Stored data
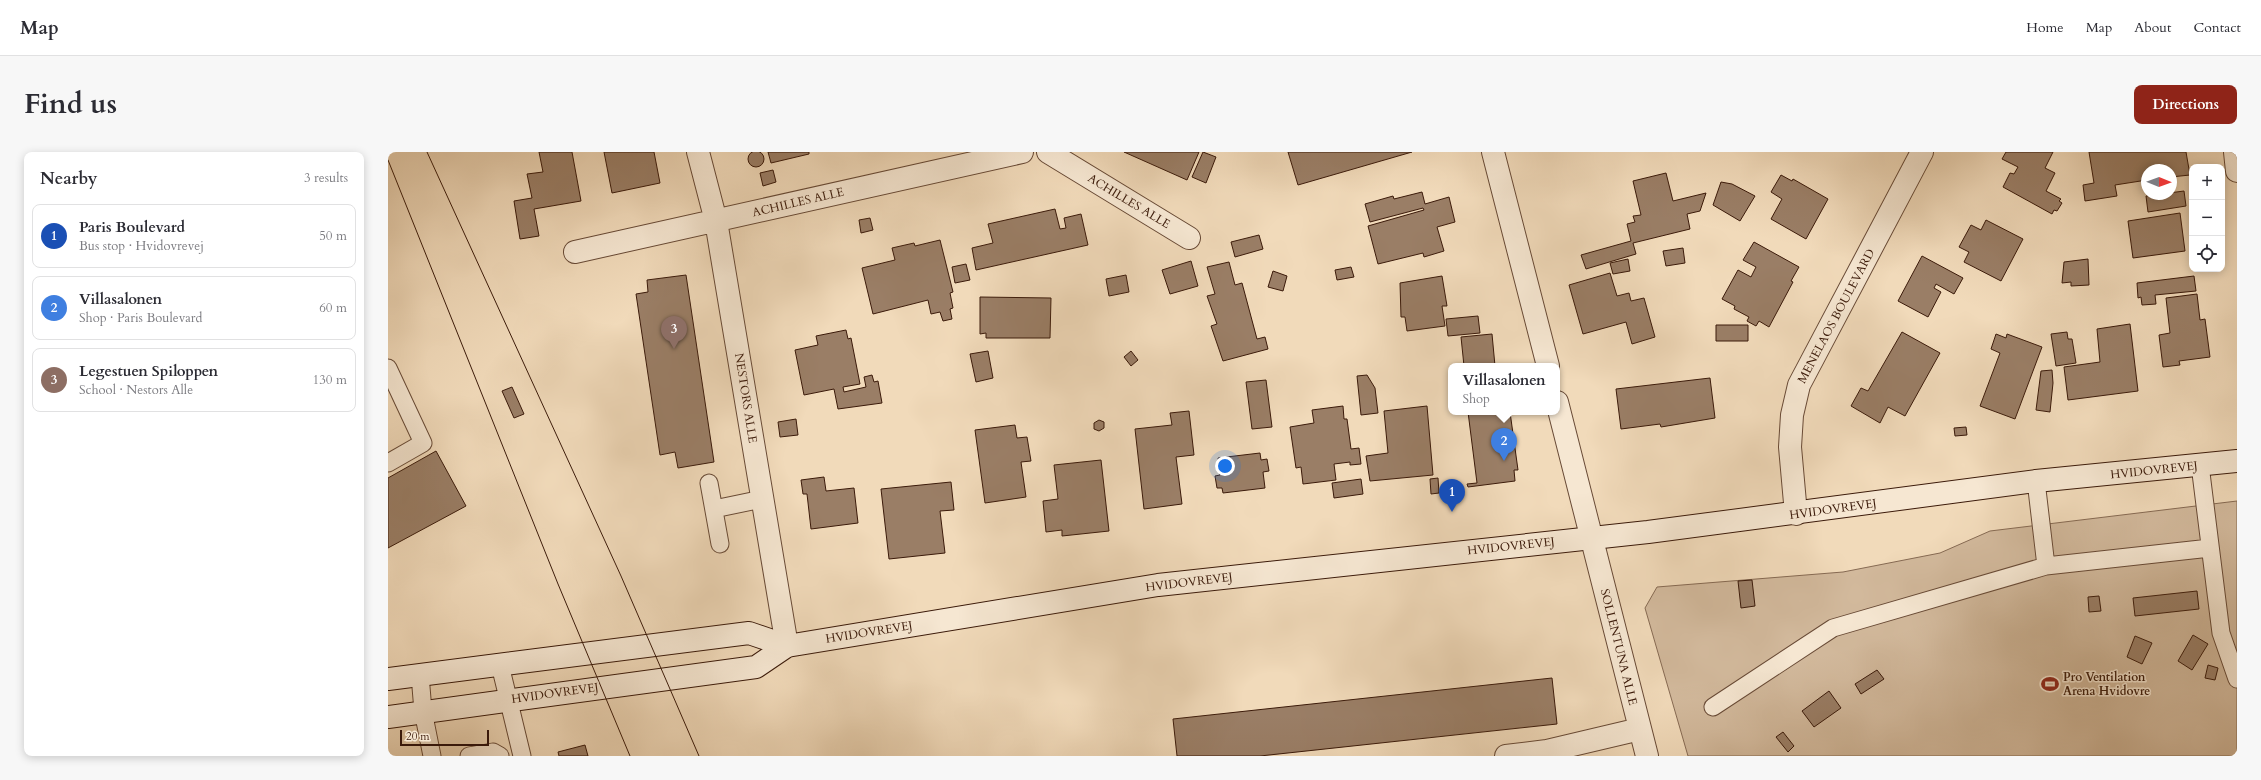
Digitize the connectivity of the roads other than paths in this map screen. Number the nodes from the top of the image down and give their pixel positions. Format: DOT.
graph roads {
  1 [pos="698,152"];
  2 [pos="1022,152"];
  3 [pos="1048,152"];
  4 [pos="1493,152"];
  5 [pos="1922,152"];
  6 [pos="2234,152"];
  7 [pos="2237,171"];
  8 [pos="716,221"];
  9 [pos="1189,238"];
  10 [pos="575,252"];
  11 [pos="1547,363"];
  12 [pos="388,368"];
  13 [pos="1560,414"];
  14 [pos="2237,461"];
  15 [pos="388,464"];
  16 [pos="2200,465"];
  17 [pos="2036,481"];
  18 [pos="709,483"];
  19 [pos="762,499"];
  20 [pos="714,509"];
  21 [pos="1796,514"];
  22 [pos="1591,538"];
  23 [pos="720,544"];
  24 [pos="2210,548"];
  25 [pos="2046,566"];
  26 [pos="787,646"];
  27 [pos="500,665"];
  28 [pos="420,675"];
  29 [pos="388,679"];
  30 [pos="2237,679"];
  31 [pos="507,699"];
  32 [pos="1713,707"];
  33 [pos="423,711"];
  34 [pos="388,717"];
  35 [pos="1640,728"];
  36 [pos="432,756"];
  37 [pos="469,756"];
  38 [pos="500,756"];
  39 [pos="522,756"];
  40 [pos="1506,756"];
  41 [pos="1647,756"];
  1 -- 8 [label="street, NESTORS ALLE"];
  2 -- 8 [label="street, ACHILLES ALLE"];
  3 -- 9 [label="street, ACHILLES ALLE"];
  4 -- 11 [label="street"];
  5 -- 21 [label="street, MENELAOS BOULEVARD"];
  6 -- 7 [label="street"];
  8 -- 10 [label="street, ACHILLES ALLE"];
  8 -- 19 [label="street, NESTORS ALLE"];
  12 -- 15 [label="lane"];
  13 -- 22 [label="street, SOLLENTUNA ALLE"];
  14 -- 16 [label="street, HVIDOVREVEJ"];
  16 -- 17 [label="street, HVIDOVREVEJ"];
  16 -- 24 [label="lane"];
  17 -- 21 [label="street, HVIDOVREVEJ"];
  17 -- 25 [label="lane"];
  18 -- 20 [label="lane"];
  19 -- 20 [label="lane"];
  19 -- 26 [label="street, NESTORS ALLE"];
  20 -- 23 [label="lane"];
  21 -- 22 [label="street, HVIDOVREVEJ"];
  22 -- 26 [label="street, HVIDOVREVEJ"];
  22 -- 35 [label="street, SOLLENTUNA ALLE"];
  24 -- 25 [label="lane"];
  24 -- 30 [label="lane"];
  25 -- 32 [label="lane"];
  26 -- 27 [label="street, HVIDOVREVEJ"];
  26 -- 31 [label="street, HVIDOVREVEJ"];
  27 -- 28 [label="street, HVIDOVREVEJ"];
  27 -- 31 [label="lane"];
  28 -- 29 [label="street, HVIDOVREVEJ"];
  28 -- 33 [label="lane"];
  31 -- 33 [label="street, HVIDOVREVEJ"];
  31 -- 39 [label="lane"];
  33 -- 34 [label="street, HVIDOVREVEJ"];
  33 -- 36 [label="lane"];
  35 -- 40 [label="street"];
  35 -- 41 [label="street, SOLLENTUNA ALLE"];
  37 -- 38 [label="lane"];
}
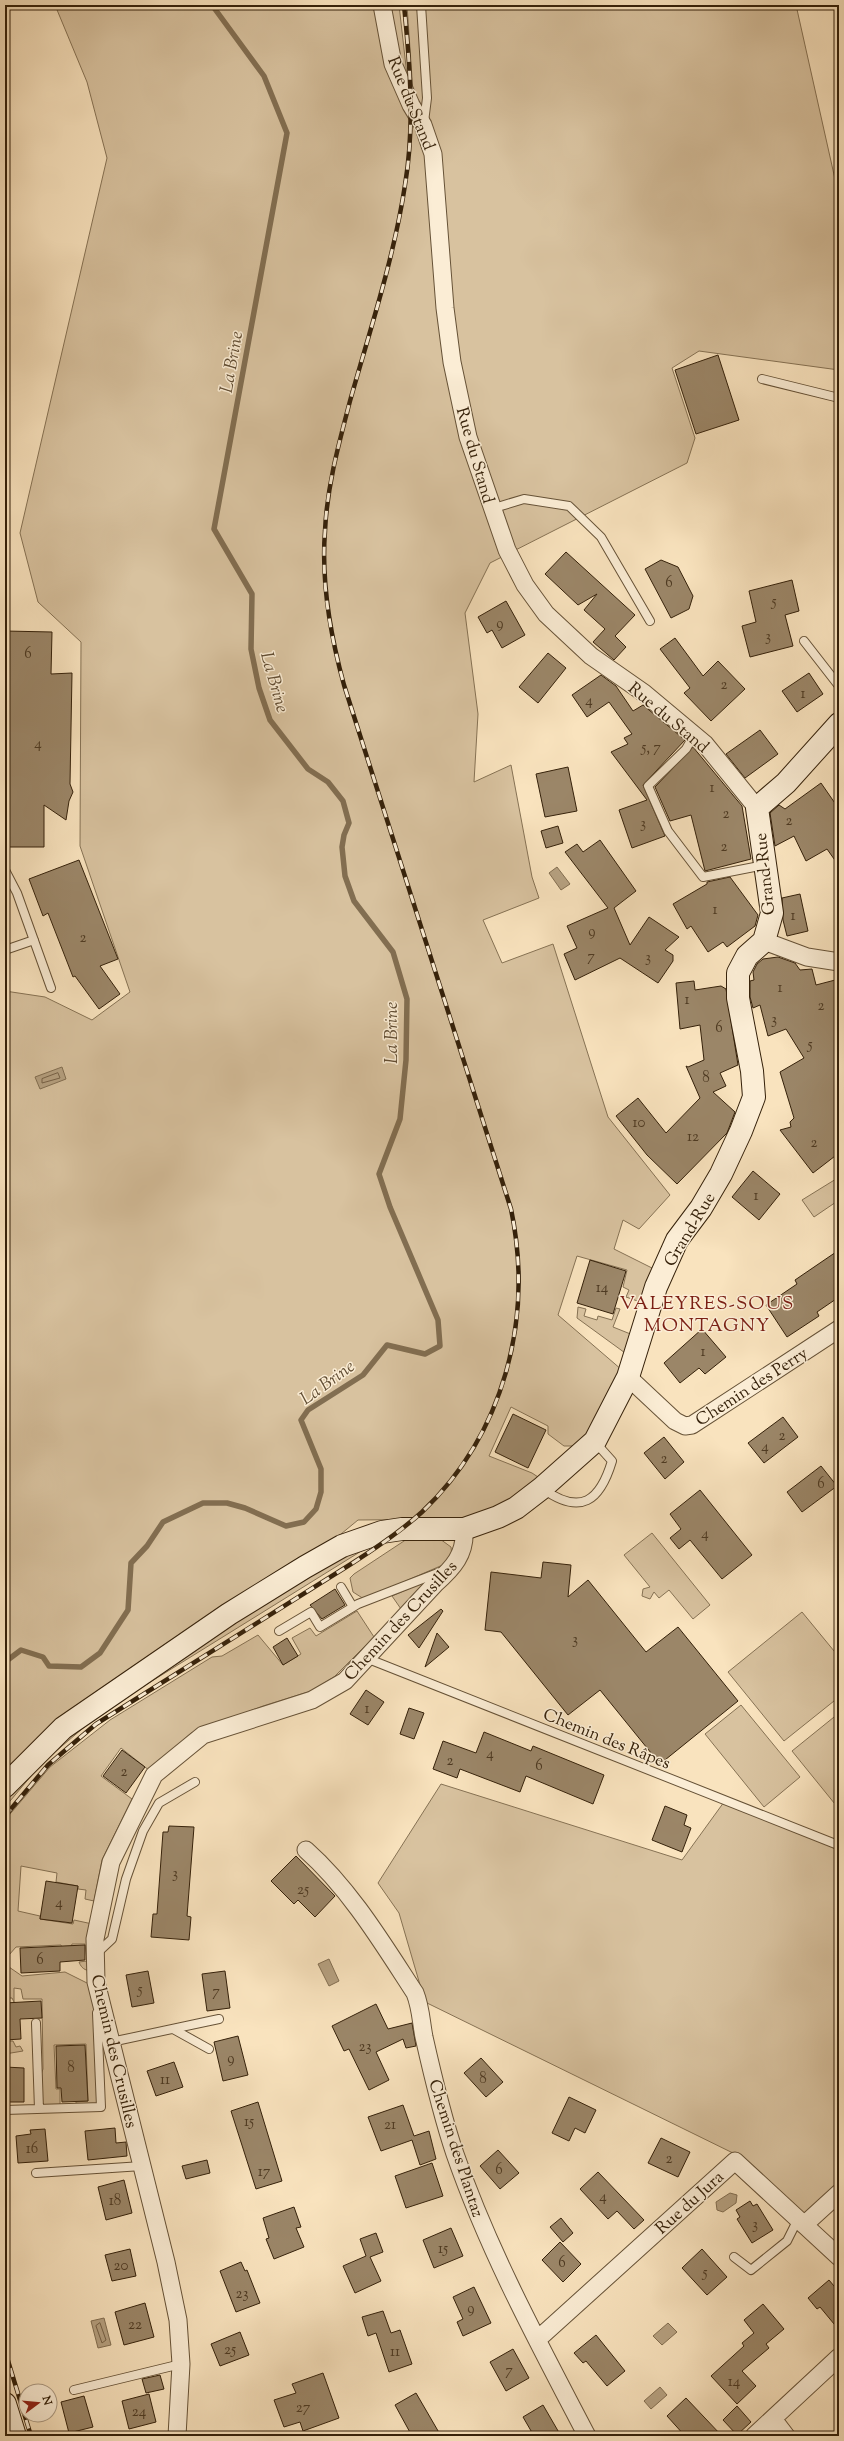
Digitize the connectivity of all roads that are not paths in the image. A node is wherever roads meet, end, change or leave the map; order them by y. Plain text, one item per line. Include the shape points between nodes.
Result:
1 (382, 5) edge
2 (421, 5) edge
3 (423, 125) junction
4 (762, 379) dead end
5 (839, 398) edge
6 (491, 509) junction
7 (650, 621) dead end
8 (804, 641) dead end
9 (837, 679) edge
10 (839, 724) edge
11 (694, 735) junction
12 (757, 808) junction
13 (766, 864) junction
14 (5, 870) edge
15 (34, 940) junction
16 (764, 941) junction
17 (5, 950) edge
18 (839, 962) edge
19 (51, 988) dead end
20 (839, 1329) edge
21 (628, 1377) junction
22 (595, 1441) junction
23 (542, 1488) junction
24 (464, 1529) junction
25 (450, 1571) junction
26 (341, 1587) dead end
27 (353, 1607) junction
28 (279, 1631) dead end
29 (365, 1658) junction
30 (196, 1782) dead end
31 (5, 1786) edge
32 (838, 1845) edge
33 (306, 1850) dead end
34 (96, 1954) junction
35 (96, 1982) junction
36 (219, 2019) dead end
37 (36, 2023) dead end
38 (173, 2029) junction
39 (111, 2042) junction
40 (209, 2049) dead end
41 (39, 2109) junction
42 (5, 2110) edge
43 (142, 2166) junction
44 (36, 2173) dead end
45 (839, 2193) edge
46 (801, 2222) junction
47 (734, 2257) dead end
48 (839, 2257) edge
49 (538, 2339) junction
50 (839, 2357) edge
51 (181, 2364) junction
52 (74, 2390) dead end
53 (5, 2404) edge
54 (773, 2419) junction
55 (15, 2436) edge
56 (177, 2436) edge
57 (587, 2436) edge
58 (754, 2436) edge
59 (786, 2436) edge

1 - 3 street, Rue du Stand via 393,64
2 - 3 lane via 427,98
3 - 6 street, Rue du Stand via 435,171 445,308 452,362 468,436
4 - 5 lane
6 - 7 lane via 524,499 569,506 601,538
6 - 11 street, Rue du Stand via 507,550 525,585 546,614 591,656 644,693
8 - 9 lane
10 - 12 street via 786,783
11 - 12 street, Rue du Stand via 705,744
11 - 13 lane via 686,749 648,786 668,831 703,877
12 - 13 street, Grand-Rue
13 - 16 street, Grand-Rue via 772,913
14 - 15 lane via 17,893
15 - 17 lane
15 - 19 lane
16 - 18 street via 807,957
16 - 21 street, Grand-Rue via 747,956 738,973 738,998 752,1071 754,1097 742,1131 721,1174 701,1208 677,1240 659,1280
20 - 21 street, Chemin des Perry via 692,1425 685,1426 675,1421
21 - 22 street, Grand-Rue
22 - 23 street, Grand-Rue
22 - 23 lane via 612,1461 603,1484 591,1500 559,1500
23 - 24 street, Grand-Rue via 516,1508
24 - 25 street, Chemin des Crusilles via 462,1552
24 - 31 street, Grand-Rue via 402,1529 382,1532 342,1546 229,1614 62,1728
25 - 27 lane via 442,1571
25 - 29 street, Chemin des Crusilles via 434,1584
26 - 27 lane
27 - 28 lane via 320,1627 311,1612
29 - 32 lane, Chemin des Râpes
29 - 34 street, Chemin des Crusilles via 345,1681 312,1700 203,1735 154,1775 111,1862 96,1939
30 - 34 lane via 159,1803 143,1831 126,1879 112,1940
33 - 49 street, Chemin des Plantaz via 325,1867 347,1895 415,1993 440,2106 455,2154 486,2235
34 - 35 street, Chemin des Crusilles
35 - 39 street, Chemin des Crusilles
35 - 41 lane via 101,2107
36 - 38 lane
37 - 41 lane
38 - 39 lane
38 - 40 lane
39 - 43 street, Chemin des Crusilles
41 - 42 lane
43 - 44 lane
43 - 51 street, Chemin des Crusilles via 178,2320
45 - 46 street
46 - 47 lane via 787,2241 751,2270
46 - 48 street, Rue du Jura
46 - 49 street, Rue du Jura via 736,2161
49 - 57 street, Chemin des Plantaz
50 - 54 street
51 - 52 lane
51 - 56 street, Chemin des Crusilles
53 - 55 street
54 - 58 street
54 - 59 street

Action item ->
Extract all the data above exactly, excluding every picture.

Task result ->
Digitize the connectivity of the roads other than paths in this map screen. Number the nodes from the top of the image down and give their pixel positions. Format: DOT.
graph roads {
  1 [pos="698,152"];
  2 [pos="1022,152"];
  3 [pos="1048,152"];
  4 [pos="1493,152"];
  5 [pos="1922,152"];
  6 [pos="2234,152"];
  7 [pos="2237,171"];
  8 [pos="716,221"];
  9 [pos="1189,238"];
  10 [pos="575,252"];
  11 [pos="1547,363"];
  12 [pos="388,368"];
  13 [pos="1560,414"];
  14 [pos="2237,461"];
  15 [pos="388,464"];
  16 [pos="2200,465"];
  17 [pos="2036,481"];
  18 [pos="709,483"];
  19 [pos="762,499"];
  20 [pos="714,509"];
  21 [pos="1796,514"];
  22 [pos="1591,538"];
  23 [pos="720,544"];
  24 [pos="2210,548"];
  25 [pos="2046,566"];
  26 [pos="787,646"];
  27 [pos="500,665"];
  28 [pos="420,675"];
  29 [pos="388,679"];
  30 [pos="2237,679"];
  31 [pos="507,699"];
  32 [pos="1713,707"];
  33 [pos="423,711"];
  34 [pos="388,717"];
  35 [pos="1640,728"];
  36 [pos="432,756"];
  37 [pos="469,756"];
  38 [pos="500,756"];
  39 [pos="522,756"];
  40 [pos="1506,756"];
  41 [pos="1647,756"];
  1 -- 8 [label="street, NESTORS ALLE"];
  2 -- 8 [label="street, ACHILLES ALLE"];
  3 -- 9 [label="street, ACHILLES ALLE"];
  4 -- 11 [label="street"];
  5 -- 21 [label="street, MENELAOS BOULEVARD"];
  6 -- 7 [label="street"];
  8 -- 10 [label="street, ACHILLES ALLE"];
  8 -- 19 [label="street, NESTORS ALLE"];
  12 -- 15 [label="lane"];
  13 -- 22 [label="street, SOLLENTUNA ALLE"];
  14 -- 16 [label="street, HVIDOVREVEJ"];
  16 -- 17 [label="street, HVIDOVREVEJ"];
  16 -- 24 [label="lane"];
  17 -- 21 [label="street, HVIDOVREVEJ"];
  17 -- 25 [label="lane"];
  18 -- 20 [label="lane"];
  19 -- 20 [label="lane"];
  19 -- 26 [label="street, NESTORS ALLE"];
  20 -- 23 [label="lane"];
  21 -- 22 [label="street, HVIDOVREVEJ"];
  22 -- 26 [label="street, HVIDOVREVEJ"];
  22 -- 35 [label="street, SOLLENTUNA ALLE"];
  24 -- 25 [label="lane"];
  24 -- 30 [label="lane"];
  25 -- 32 [label="lane"];
  26 -- 27 [label="street, HVIDOVREVEJ"];
  26 -- 31 [label="street, HVIDOVREVEJ"];
  27 -- 28 [label="street, HVIDOVREVEJ"];
  27 -- 31 [label="lane"];
  28 -- 29 [label="street, HVIDOVREVEJ"];
  28 -- 33 [label="lane"];
  31 -- 33 [label="street, HVIDOVREVEJ"];
  31 -- 39 [label="lane"];
  33 -- 34 [label="street, HVIDOVREVEJ"];
  33 -- 36 [label="lane"];
  35 -- 40 [label="street"];
  35 -- 41 [label="street, SOLLENTUNA ALLE"];
  37 -- 38 [label="lane"];
}
Digitize the connectivity of all roads that are not paths in the image. A node is wherever roads meet, end, change or leave the map; order them by y. Plain text, one item per line. Include the shape points between nodes.
Result:
1 (382, 5) edge
2 (421, 5) edge
3 (423, 125) junction
4 (762, 379) dead end
5 (839, 398) edge
6 (491, 509) junction
7 (650, 621) dead end
8 (804, 641) dead end
9 (837, 679) edge
10 (839, 724) edge
11 (694, 735) junction
12 (757, 808) junction
13 (766, 864) junction
14 (5, 870) edge
15 (34, 940) junction
16 (764, 941) junction
17 (5, 950) edge
18 (839, 962) edge
19 (51, 988) dead end
20 (839, 1329) edge
21 (628, 1377) junction
22 (595, 1441) junction
23 (542, 1488) junction
24 (464, 1529) junction
25 (450, 1571) junction
26 (341, 1587) dead end
27 (353, 1607) junction
28 (279, 1631) dead end
29 (365, 1658) junction
30 (196, 1782) dead end
31 (5, 1786) edge
32 (838, 1845) edge
33 (306, 1850) dead end
34 (96, 1954) junction
35 (96, 1982) junction
36 (219, 2019) dead end
37 (36, 2023) dead end
38 (173, 2029) junction
39 (111, 2042) junction
40 (209, 2049) dead end
41 (39, 2109) junction
42 (5, 2110) edge
43 (142, 2166) junction
44 (36, 2173) dead end
45 (839, 2193) edge
46 (801, 2222) junction
47 (734, 2257) dead end
48 (839, 2257) edge
49 (538, 2339) junction
50 (839, 2357) edge
51 (181, 2364) junction
52 (74, 2390) dead end
53 (5, 2404) edge
54 (773, 2419) junction
55 (15, 2436) edge
56 (177, 2436) edge
57 (587, 2436) edge
58 (754, 2436) edge
59 (786, 2436) edge

1 - 3 street, Rue du Stand via 393,64
2 - 3 lane via 427,98
3 - 6 street, Rue du Stand via 435,171 445,308 452,362 468,436
4 - 5 lane
6 - 7 lane via 524,499 569,506 601,538
6 - 11 street, Rue du Stand via 507,550 525,585 546,614 591,656 644,693
8 - 9 lane
10 - 12 street via 786,783
11 - 12 street, Rue du Stand via 705,744
11 - 13 lane via 686,749 648,786 668,831 703,877
12 - 13 street, Grand-Rue
13 - 16 street, Grand-Rue via 772,913
14 - 15 lane via 17,893
15 - 17 lane
15 - 19 lane
16 - 18 street via 807,957
16 - 21 street, Grand-Rue via 747,956 738,973 738,998 752,1071 754,1097 742,1131 721,1174 701,1208 677,1240 659,1280
20 - 21 street, Chemin des Perry via 692,1425 685,1426 675,1421
21 - 22 street, Grand-Rue
22 - 23 street, Grand-Rue
22 - 23 lane via 612,1461 603,1484 591,1500 559,1500
23 - 24 street, Grand-Rue via 516,1508
24 - 25 street, Chemin des Crusilles via 462,1552
24 - 31 street, Grand-Rue via 402,1529 382,1532 342,1546 229,1614 62,1728
25 - 27 lane via 442,1571
25 - 29 street, Chemin des Crusilles via 434,1584
26 - 27 lane
27 - 28 lane via 320,1627 311,1612
29 - 32 lane, Chemin des Râpes
29 - 34 street, Chemin des Crusilles via 345,1681 312,1700 203,1735 154,1775 111,1862 96,1939
30 - 34 lane via 159,1803 143,1831 126,1879 112,1940
33 - 49 street, Chemin des Plantaz via 325,1867 347,1895 415,1993 440,2106 455,2154 486,2235
34 - 35 street, Chemin des Crusilles
35 - 39 street, Chemin des Crusilles
35 - 41 lane via 101,2107
36 - 38 lane
37 - 41 lane
38 - 39 lane
38 - 40 lane
39 - 43 street, Chemin des Crusilles
41 - 42 lane
43 - 44 lane
43 - 51 street, Chemin des Crusilles via 178,2320
45 - 46 street
46 - 47 lane via 787,2241 751,2270
46 - 48 street, Rue du Jura
46 - 49 street, Rue du Jura via 736,2161
49 - 57 street, Chemin des Plantaz
50 - 54 street
51 - 52 lane
51 - 56 street, Chemin des Crusilles
53 - 55 street
54 - 58 street
54 - 59 street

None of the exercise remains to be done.